Just finished an episode that begins as a silly shitty comedy involving space Irish and halfway into it becomes a half-assed rape/abortion allegory about clones that goes absolutely nowhere before a super convenient resolution. I am shocked this show got beyond the second season (which boasts only a handful of episodes that are beyond poor).
You've said this before, and I think I had the same response - The series got better once Roddenberry was out of the way. They gave Troi a real uniform (and ALL the uniforms got much better, with jackets and pants instead of tight onesies) and something more to do than just cheerlead, Worf became more than just the resident tough that the villain of the week would beat up to show the audience how tough he was, Wesley goes the hell away (though there is a brief period in the immediate aftermath of Wesley leaving that Geordi and Data find themselves in the "I did some stupid science experiment and now the whole ship is at risk" niche), and Q introduces the Borg. OH THE BORG, HOW GREAT THEY WERE. Also the sisters of Duras start to make Klingon politics interesting.

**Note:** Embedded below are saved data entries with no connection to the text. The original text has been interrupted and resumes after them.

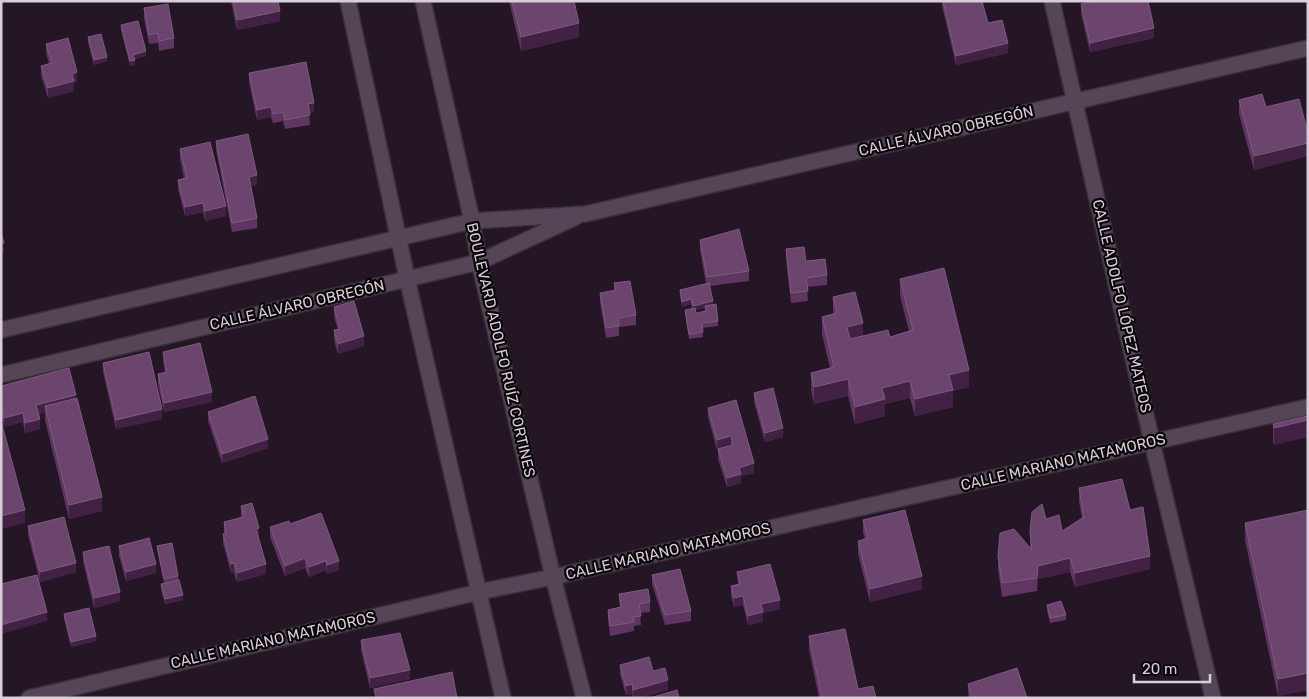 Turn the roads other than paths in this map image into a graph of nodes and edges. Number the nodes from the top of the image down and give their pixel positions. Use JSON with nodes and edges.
{"nodes":[{"id":1,"x":348,"y":1,"type":"edge"},
{"id":2,"x":423,"y":1,"type":"edge"},
{"id":3,"x":1052,"y":1,"type":"edge"},
{"id":4,"x":1308,"y":48,"type":"edge"},
{"id":5,"x":1075,"y":101,"type":"junction"},
{"id":6,"x":585,"y":214,"type":"junction"},
{"id":7,"x":472,"y":221,"type":"junction"},
{"id":8,"x":398,"y":238,"type":"junction"},
{"id":9,"x":479,"y":262,"type":"junction"},
{"id":10,"x":407,"y":278,"type":"junction"},
{"id":11,"x":1,"y":330,"type":"edge"},
{"id":12,"x":1,"y":375,"type":"edge"},
{"id":13,"x":1308,"y":407,"type":"edge"},
{"id":14,"x":1152,"y":442,"type":"junction"},
{"id":15,"x":553,"y":577,"type":"junction"},
{"id":16,"x":479,"y":592,"type":"junction"},
{"id":17,"x":28,"y":698,"type":"edge"},
{"id":18,"x":503,"y":698,"type":"edge"},
{"id":19,"x":584,"y":698,"type":"edge"},
{"id":20,"x":1213,"y":698,"type":"edge"}],
"edges":[{"from":1,"to":8,"type":"street"},
{"from":2,"to":7,"type":"street","name":"BOULEVARD ADOLFO RUÍZ CORTINES"},
{"from":3,"to":5,"type":"street","name":"CALLE ADOLFO LÓPEZ MATEOS"},
{"from":4,"to":5,"type":"street","name":"CALLE ÁLVARO OBREGÓN"},
{"from":5,"to":6,"type":"street","name":"CALLE ÁLVARO OBREGÓN"},
{"from":5,"to":14,"type":"street","name":"CALLE ADOLFO LÓPEZ MATEOS"},
{"from":6,"to":7,"type":"street","name":"CALLE ÁLVARO OBREGÓN"},
{"from":6,"to":9,"type":"street","name":"CALLE ÁLVARO OBREGÓN"},
{"from":7,"to":8,"type":"street","name":"CALLE ÁLVARO OBREGÓN"},
{"from":7,"to":9,"type":"street","name":"BOULEVARD ADOLFO RUÍZ CORTINES"},
{"from":8,"to":10,"type":"street"},
{"from":8,"to":11,"type":"street","name":"CALLE ÁLVARO OBREGÓN"},
{"from":9,"to":10,"type":"street","name":"CALLE ÁLVARO OBREGÓN"},
{"from":9,"to":15,"type":"street","name":"BOULEVARD ADOLFO RUÍZ CORTINES"},
{"from":10,"to":12,"type":"street","name":"CALLE ÁLVARO OBREGÓN"},
{"from":10,"to":16,"type":"street"},
{"from":13,"to":14,"type":"street","name":"CALLE MARIANO MATAMOROS"},
{"from":14,"to":15,"type":"street","name":"CALLE MARIANO MATAMOROS"},
{"from":14,"to":20,"type":"street","name":"CALLE ADOLFO LÓPEZ MATEOS"},
{"from":15,"to":16,"type":"street","name":"CALLE MARIANO MATAMOROS"},
{"from":15,"to":19,"type":"street","name":"BOULEVARD ADOLFO RUÍZ CORTINES"},
{"from":16,"to":17,"type":"street","name":"CALLE MARIANO MATAMOROS"},
{"from":16,"to":18,"type":"street"}]} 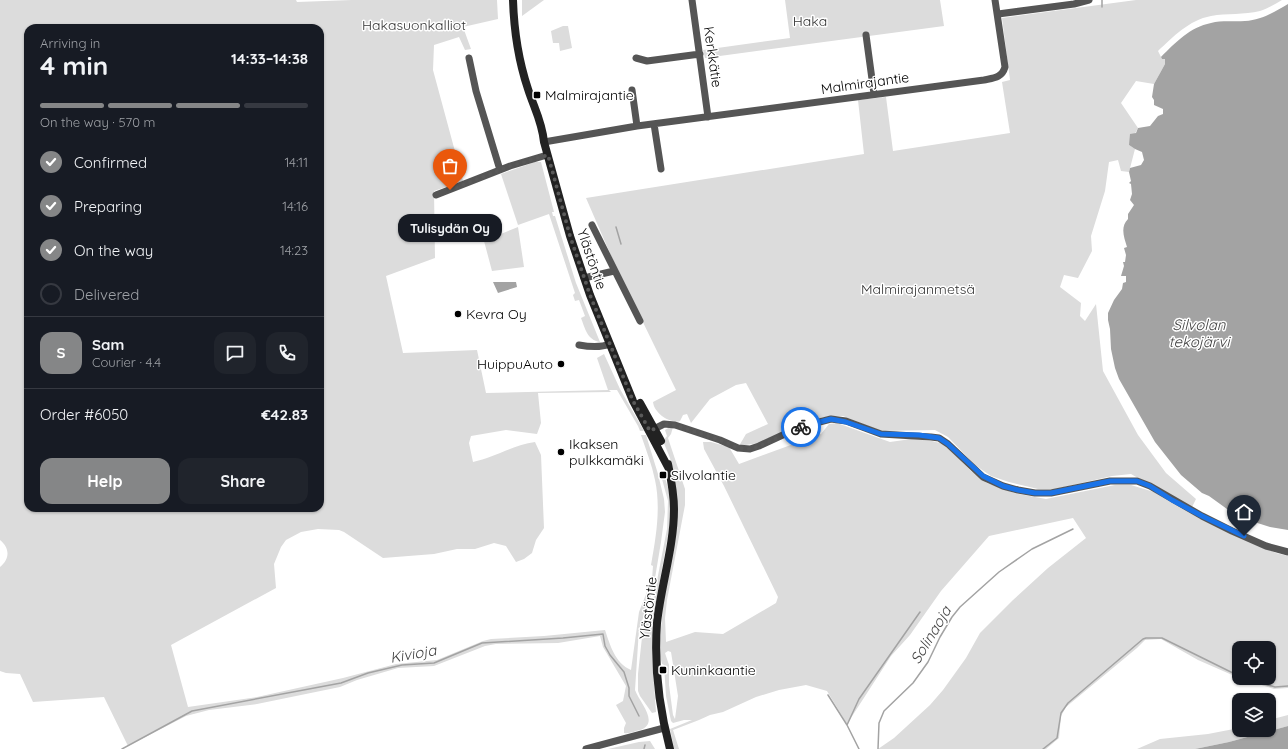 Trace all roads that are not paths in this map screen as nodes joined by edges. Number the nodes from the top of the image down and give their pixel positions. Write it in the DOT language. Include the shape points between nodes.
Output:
graph roads {
  1 [pos="513,0"];
  2 [pos="692,0"];
  3 [pos="996,0"];
  4 [pos="1089,0"];
  5 [pos="998,14"];
  6 [pos="866,35"];
  7 [pos="700,54"];
  8 [pos="469,58"];
  9 [pos="636,58"];
  10 [pos="632,90"];
  11 [pos="874,94"];
  12 [pos="708,117"];
  13 [pos="654,124"];
  14 [pos="637,126"];
  15 [pos="544,142"];
  16 [pos="548,155"];
  17 [pos="661,169"];
  18 [pos="500,170"];
  19 [pos="436,195"];
  20 [pos="592,226"];
  21 [pos="614,271"];
  22 [pos="584,278"];
  23 [pos="640,321"];
  24 [pos="610,344"];
  25 [pos="579,345"];
  26 [pos="652,429"];
  27 [pos="1288,552"];
  28 [pos="664,728"];
  29 [pos="586,749"];
  30 [pos="670,749"];
  1 -- 15 [label="main road, Ylästöntie" via="517,50 529,91 533,117"];
  2 -- 7 [label="street, Kerkkätie"];
  3 -- 5 [label="street"];
  4 -- 5 [label="street"];
  5 -- 11 [label="street, Malmirajantie" via="1005,67 999,76"];
  6 -- 11 [label="street"];
  7 -- 9 [label="street" via="647,61"];
  7 -- 12 [label="street, Kerkkätie"];
  8 -- 18 [label="street" via="476,91"];
  10 -- 14 [label="street"];
  11 -- 12 [label="street, Malmirajantie"];
  12 -- 13 [label="street, Malmirajantie"];
  13 -- 14 [label="street, Malmirajantie"];
  13 -- 17 [label="street"];
  14 -- 15 [label="street, Malmirajantie"];
  15 -- 16 [label="main road, Ylästöntie"];
  16 -- 18 [label="street"];
  16 -- 22 [label="main road, Ylästöntie"];
  18 -- 19 [label="street"];
  20 -- 21 [label="street"];
  21 -- 22 [label="street"];
  21 -- 23 [label="street"];
  22 -- 24 [label="main road, Ylästöntie"];
  24 -- 25 [label="street" via="603,347"];
  24 -- 26 [label="main road, Ylästöntie" via="633,401"];
  26 -- 27 [label="street" via="664,424 675,425 738,448 750,449 800,427 831,419 852,423 881,434 939,438 983,476 1003,486 1035,493 1051,493 1110,481 1137,481 1232,531 1266,546"];
  26 -- 28 [label="main road, Ylästöntie" via="669,469 673,491 673,524 659,606 656,642 657,676"];
  28 -- 29 [label="street"];
  28 -- 30 [label="main road, Ylästöntie"];
}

I warn you now, Alexander Rozhenko will become the next "Scrappy" of the series. In ways you can't imagine.
 
I'm aware, I've watched a lot of Star Trek in my day, but most of it when I was much younger. Watching it now in big chunks and in order is definitely shattering my rose tinted glasses.

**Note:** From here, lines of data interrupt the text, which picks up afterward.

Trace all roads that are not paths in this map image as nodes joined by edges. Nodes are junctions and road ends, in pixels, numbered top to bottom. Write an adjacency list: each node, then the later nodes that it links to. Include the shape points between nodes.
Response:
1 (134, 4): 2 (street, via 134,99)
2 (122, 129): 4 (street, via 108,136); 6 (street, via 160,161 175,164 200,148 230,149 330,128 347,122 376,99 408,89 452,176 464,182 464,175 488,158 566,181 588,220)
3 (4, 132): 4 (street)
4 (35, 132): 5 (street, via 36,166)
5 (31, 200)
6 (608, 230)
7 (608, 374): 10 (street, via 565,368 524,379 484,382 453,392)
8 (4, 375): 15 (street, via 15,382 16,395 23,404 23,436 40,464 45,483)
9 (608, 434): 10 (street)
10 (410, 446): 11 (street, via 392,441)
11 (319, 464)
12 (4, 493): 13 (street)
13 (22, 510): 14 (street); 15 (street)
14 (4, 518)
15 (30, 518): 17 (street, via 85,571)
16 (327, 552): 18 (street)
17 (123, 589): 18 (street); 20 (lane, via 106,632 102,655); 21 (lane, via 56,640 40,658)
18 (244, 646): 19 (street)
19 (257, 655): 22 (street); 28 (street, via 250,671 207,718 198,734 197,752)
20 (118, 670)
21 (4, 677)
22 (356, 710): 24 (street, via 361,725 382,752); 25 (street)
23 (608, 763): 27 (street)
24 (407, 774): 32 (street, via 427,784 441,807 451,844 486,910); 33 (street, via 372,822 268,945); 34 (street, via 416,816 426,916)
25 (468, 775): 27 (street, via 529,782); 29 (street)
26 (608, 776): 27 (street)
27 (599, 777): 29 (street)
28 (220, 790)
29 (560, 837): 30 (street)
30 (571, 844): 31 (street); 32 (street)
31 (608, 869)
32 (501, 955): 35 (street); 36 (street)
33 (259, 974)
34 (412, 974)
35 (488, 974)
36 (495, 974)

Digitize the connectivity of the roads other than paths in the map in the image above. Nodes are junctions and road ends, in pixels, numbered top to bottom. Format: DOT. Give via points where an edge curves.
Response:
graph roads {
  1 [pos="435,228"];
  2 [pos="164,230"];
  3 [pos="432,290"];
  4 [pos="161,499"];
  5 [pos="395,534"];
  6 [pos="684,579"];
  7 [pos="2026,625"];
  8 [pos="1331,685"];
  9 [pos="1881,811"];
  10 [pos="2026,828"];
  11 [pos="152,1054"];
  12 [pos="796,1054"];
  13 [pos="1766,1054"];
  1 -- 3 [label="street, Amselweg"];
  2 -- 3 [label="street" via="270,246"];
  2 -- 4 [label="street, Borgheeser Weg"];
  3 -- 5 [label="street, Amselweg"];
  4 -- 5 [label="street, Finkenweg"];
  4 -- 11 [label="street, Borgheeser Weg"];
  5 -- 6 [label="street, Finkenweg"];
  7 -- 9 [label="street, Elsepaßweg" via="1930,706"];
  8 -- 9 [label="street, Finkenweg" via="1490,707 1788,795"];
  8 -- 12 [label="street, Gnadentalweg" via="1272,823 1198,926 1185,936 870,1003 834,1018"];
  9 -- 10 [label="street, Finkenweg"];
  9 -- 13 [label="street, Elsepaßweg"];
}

Borg got introduced here in the second season, in one of it's only episodes that wasn't awful shit.

Just giving my impressions as I go about.
 
Alright, this complaint isn't strictly reserved for Star Trek, but a lot of sci-fi in general. Why do they always have to talk up humans? Oh, it's so uniquely human, oh humans have this something something that makes them special, etc, etc, etc. It gets nauseating.

Also, are humans the only species to interbreed with others? If someone is half something, it's always half-human half something else. I guess it makes sense, since humans are the vast majority of the Federation apparently.
 
I warn you now, Alexander Rozhenko will become the next "Scrappy" of the series. In ways you can't imagine.
For what it's worth, Alexander has become a bonafied badass by the time of Star Trek Online. Hell, he was even tolerable for the few episodes of DS9 he was in.

Also, are humans the only species to interbreed with others? If someone is half something, it's always half-human half something else. I guess it makes sense, since humans are the vast majority of the Federation apparently.
Virtually all the races in the universe can interbreed (with varying levels of success). It's never fully explained WHY this is possible, but it's hinted that all humaniod-type races are ether distantly related to the same species or created by it. This is why they can produce viable offspring that can reproduce in turn, unlike virtually every other instance in nature that creates an infertile monstrosity like a mule or a liger.